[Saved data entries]
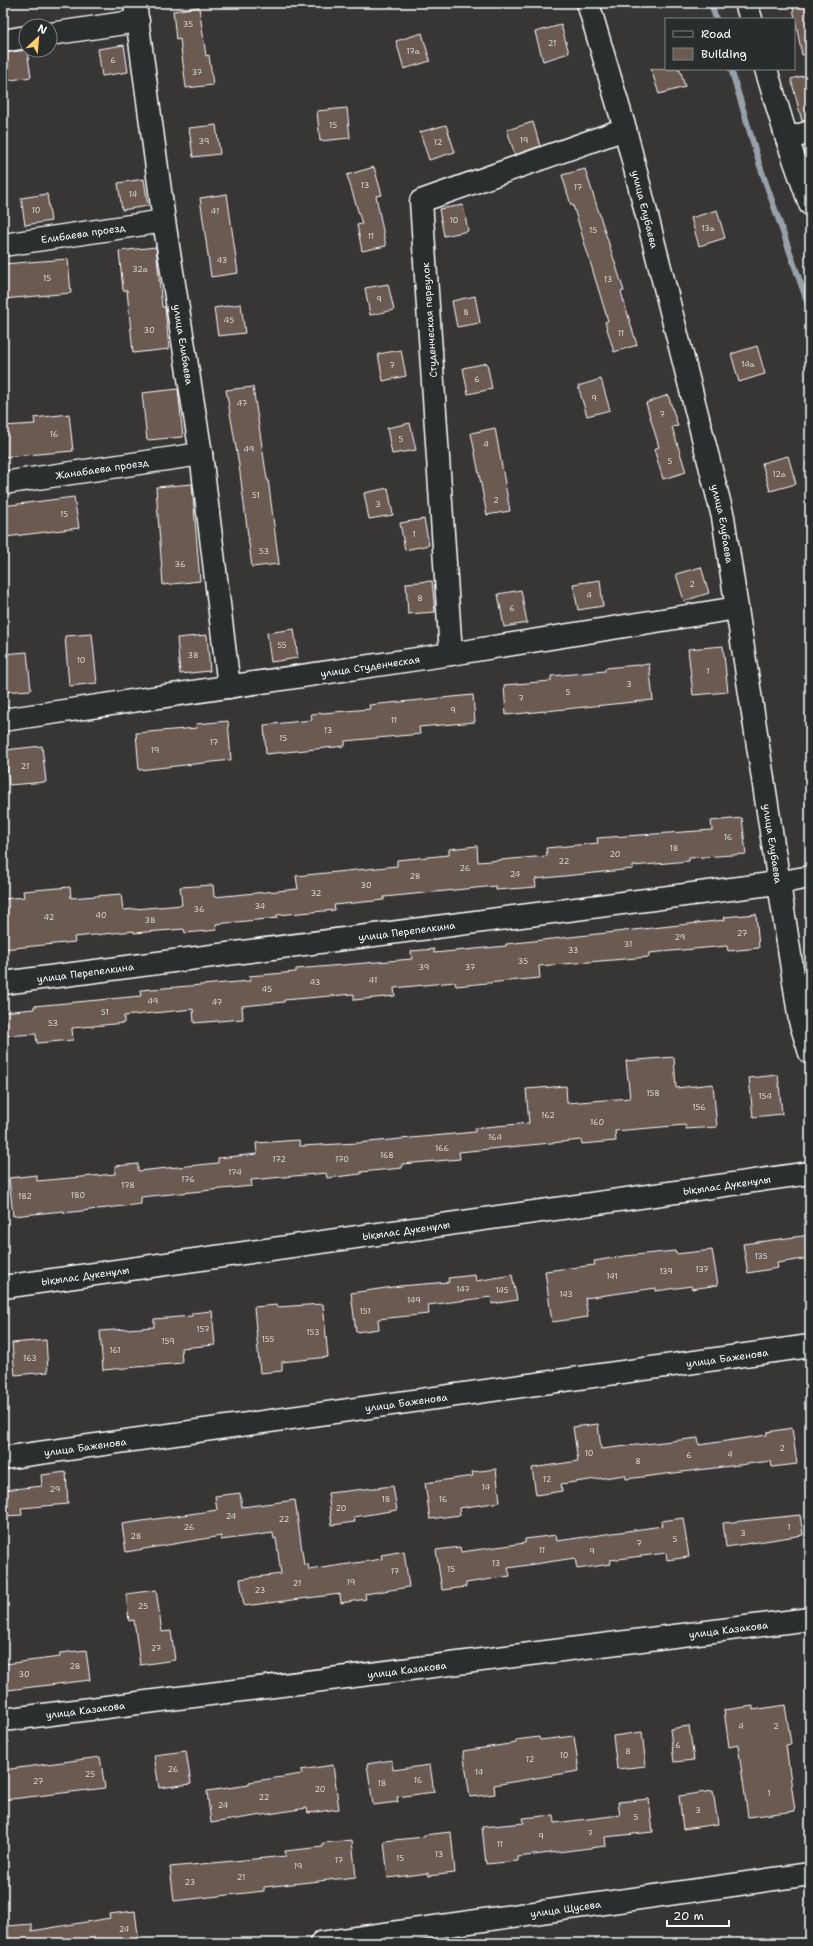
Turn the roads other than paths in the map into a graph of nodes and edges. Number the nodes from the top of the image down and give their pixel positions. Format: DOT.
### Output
graph roads {
  1 [pos="588,3"];
  2 [pos="746,3"];
  3 [pos="136,12"];
  4 [pos="751,18"];
  5 [pos="58,32"];
  6 [pos="18,38"];
  7 [pos="3,41"];
  8 [pos="766,70"];
  9 [pos="625,129"];
  10 [pos="810,132"];
  11 [pos="786,139"];
  12 [pos="810,204"];
  13 [pos="164,221"];
  14 [pos="3,245"];
  15 [pos="201,454"];
  16 [pos="3,483"];
  17 [pos="737,608"];
  18 [pos="451,654"];
  19 [pos="229,687"];
  20 [pos="3,720"];
  21 [pos="810,877"];
  22 [pos="777,883"];
  23 [pos="3,983"];
  24 [pos="810,1053"];
  25 [pos="810,1173"];
  26 [pos="3,1287"];
  27 [pos="810,1346"];
  28 [pos="3,1458"];
  29 [pos="810,1619"];
  30 [pos="3,1720"];
  31 [pos="810,1874"];
  32 [pos="321,1943"];
  1 -- 9 [label="street, улица Елубаева"];
  2 -- 4 [label="street"];
  3 -- 5 [label="street"];
  3 -- 13 [label="street, улица Елибаева"];
  6 -- 7 [label="street"];
  8 -- 11 [label="street"];
  9 -- 17 [label="street, улица Елубаева"];
  9 -- 18 [label="street, Студенческая переулок"];
  10 -- 11 [label="street"];
  11 -- 12 [label="street"];
  13 -- 14 [label="street, Елибаева проезд"];
  13 -- 15 [label="street, улица Елибаева"];
  15 -- 16 [label="street, Жанабаева проезд"];
  15 -- 19 [label="street, улица Елибаева"];
  17 -- 18 [label="street, улица Студенческая"];
  17 -- 22 [label="street, улица Елубаева"];
  18 -- 19 [label="street, улица Студенческая"];
  19 -- 20 [label="street, улица Студенческая"];
  21 -- 22 [label="street, улица Перепелкина"];
  22 -- 23 [label="street, улица Перепелкина"];
  22 -- 24 [label="street, улица Елубаева"];
  25 -- 26 [label="street, Ықылас Дүкенұлы"];
  27 -- 28 [label="street, улица Баженова"];
  29 -- 30 [label="street, улица Казакова"];
  31 -- 32 [label="street, улица Щусева"];
}
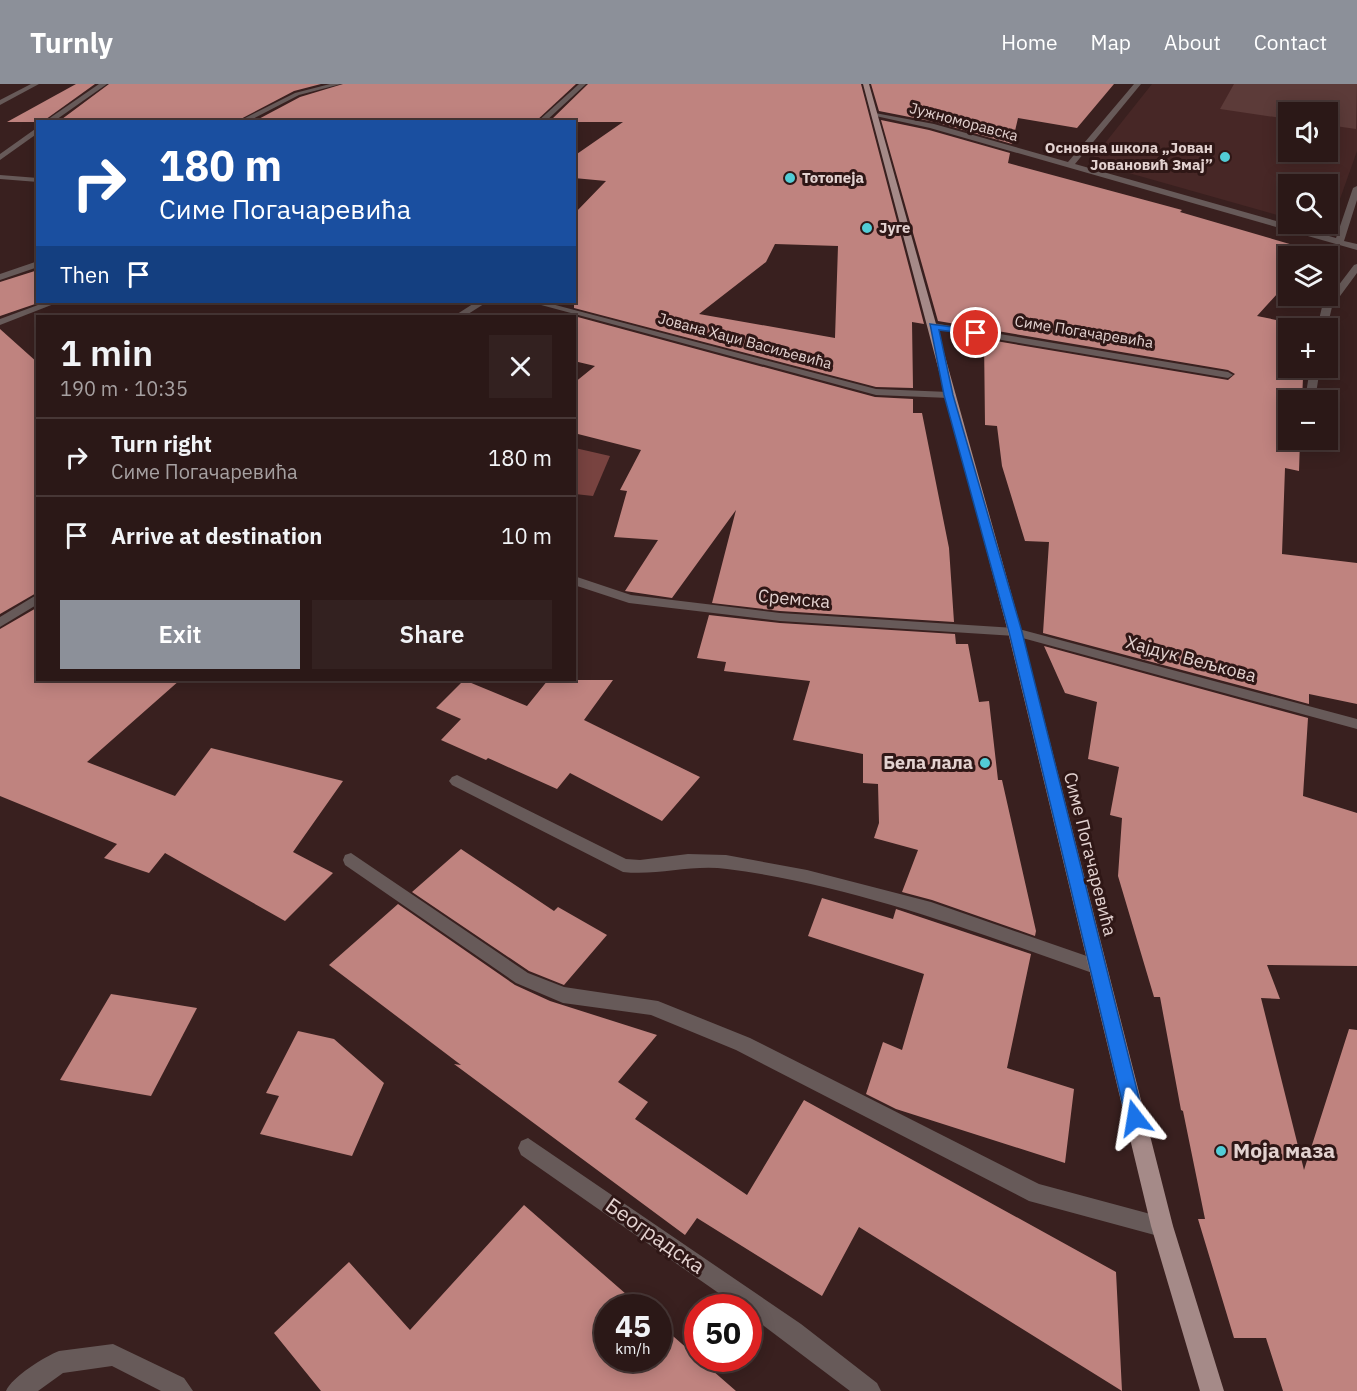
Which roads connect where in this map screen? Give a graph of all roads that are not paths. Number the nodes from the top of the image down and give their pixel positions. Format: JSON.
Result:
{"nodes":[{"id":1,"x":36,"y":84,"type":"edge"},
{"id":2,"x":104,"y":84,"type":"edge"},
{"id":3,"x":338,"y":84,"type":"edge"},
{"id":4,"x":583,"y":84,"type":"edge"},
{"id":5,"x":866,"y":84,"type":"edge"},
{"id":6,"x":1138,"y":84,"type":"edge"},
{"id":7,"x":0,"y":104,"type":"edge"},
{"id":8,"x":875,"y":116,"type":"junction"},
{"id":9,"x":50,"y":120,"type":"edge"},
{"id":10,"x":244,"y":120,"type":"edge"},
{"id":11,"x":542,"y":120,"type":"edge"},
{"id":12,"x":36,"y":131,"type":"edge"},
{"id":13,"x":0,"y":158,"type":"edge"},
{"id":14,"x":1070,"y":165,"type":"junction"},
{"id":15,"x":0,"y":177,"type":"edge"},
{"id":16,"x":36,"y":180,"type":"edge"},
{"id":17,"x":1357,"y":188,"type":"edge"},
{"id":18,"x":1339,"y":242,"type":"junction"},
{"id":19,"x":1357,"y":247,"type":"edge"},
{"id":20,"x":36,"y":265,"type":"edge"},
{"id":21,"x":1357,"y":267,"type":"edge"},
{"id":22,"x":0,"y":277,"type":"edge"},
{"id":23,"x":51,"y":303,"type":"edge"},
{"id":24,"x":480,"y":303,"type":"edge"},
{"id":25,"x":539,"y":303,"type":"edge"},
{"id":26,"x":461,"y":315,"type":"edge"},
{"id":27,"x":1324,"y":318,"type":"edge"},
{"id":28,"x":0,"y":322,"type":"edge"},
{"id":29,"x":933,"y":326,"type":"junction"},
{"id":30,"x":1228,"y":375,"type":"dead end"},
{"id":31,"x":949,"y":395,"type":"junction"},
{"id":32,"x":576,"y":581,"type":"edge"},
{"id":33,"x":36,"y":599,"type":"edge"},
{"id":34,"x":0,"y":623,"type":"edge"},
{"id":35,"x":1015,"y":632,"type":"junction"},
{"id":36,"x":1357,"y":724,"type":"edge"},
{"id":37,"x":457,"y":781,"type":"dead end"},
{"id":38,"x":351,"y":860,"type":"dead end"},
{"id":39,"x":1098,"y":967,"type":"junction"},
{"id":40,"x":528,"y":1148,"type":"dead end"},
{"id":41,"x":1162,"y":1226,"type":"junction"},
{"id":42,"x":18,"y":1391,"type":"edge"},
{"id":43,"x":180,"y":1391,"type":"edge"},
{"id":44,"x":869,"y":1391,"type":"edge"},
{"id":45,"x":1212,"y":1391,"type":"edge"}],
"edges":[{"from":1,"to":7,"type":"street"},
{"from":2,"to":9,"type":"street"},
{"from":3,"to":10,"type":"street"},
{"from":4,"to":11,"type":"street"},
{"from":5,"to":8,"type":"main road","name":"Симе Погачаревића"},
{"from":6,"to":14,"type":"street"},
{"from":8,"to":14,"type":"street","name":"Јужноморавска"},
{"from":8,"to":29,"type":"main road","name":"Симе Погачаревића"},
{"from":12,"to":13,"type":"street"},
{"from":14,"to":18,"type":"street","name":"Јужноморавска"},
{"from":15,"to":16,"type":"street"},
{"from":17,"to":18,"type":"street"},
{"from":18,"to":19,"type":"street","name":"Јужноморавска"},
{"from":20,"to":22,"type":"street"},
{"from":21,"to":27,"type":"street"},
{"from":23,"to":28,"type":"street"},
{"from":24,"to":26,"type":"street"},
{"from":25,"to":31,"type":"street","name":"Јована Хаџи Васиљевића"},
{"from":29,"to":30,"type":"street","name":"Симе Погачаревића"},
{"from":29,"to":31,"type":"main road","name":"Симе Погачаревића"},
{"from":31,"to":35,"type":"main road","name":"Симе Погачаревића"},
{"from":32,"to":35,"type":"street","name":"Сремска"},
{"from":33,"to":34,"type":"street"},
{"from":35,"to":36,"type":"street","name":"Хајдук Вељкова"},
{"from":35,"to":39,"type":"main road","name":"Симе Погачаревића"},
{"from":37,"to":39,"type":"street"},
{"from":38,"to":41,"type":"street"},
{"from":39,"to":41,"type":"main road","name":"Симе Погачаревића"},
{"from":40,"to":44,"type":"street","name":"Београдска"},
{"from":41,"to":45,"type":"main road","name":"Симе Погачаревића"},
{"from":42,"to":43,"type":"street"}]}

• TASK PROMPT: Show every line from the entries above in which "nodes" appears.

• TASK ANSWER:
Turn the roads other than paths in the map into a graph of nodes and edges. Number the nodes from the top of the image down and give their pixel positions. Format: DOT.
Which roads connect where in this map screen? Give a graph of all roads that are not paths. Number the nodes from the top of the image down and give their pixel positions. Format: JSON.
{"nodes":[{"id":1,"x":36,"y":84,"type":"edge"},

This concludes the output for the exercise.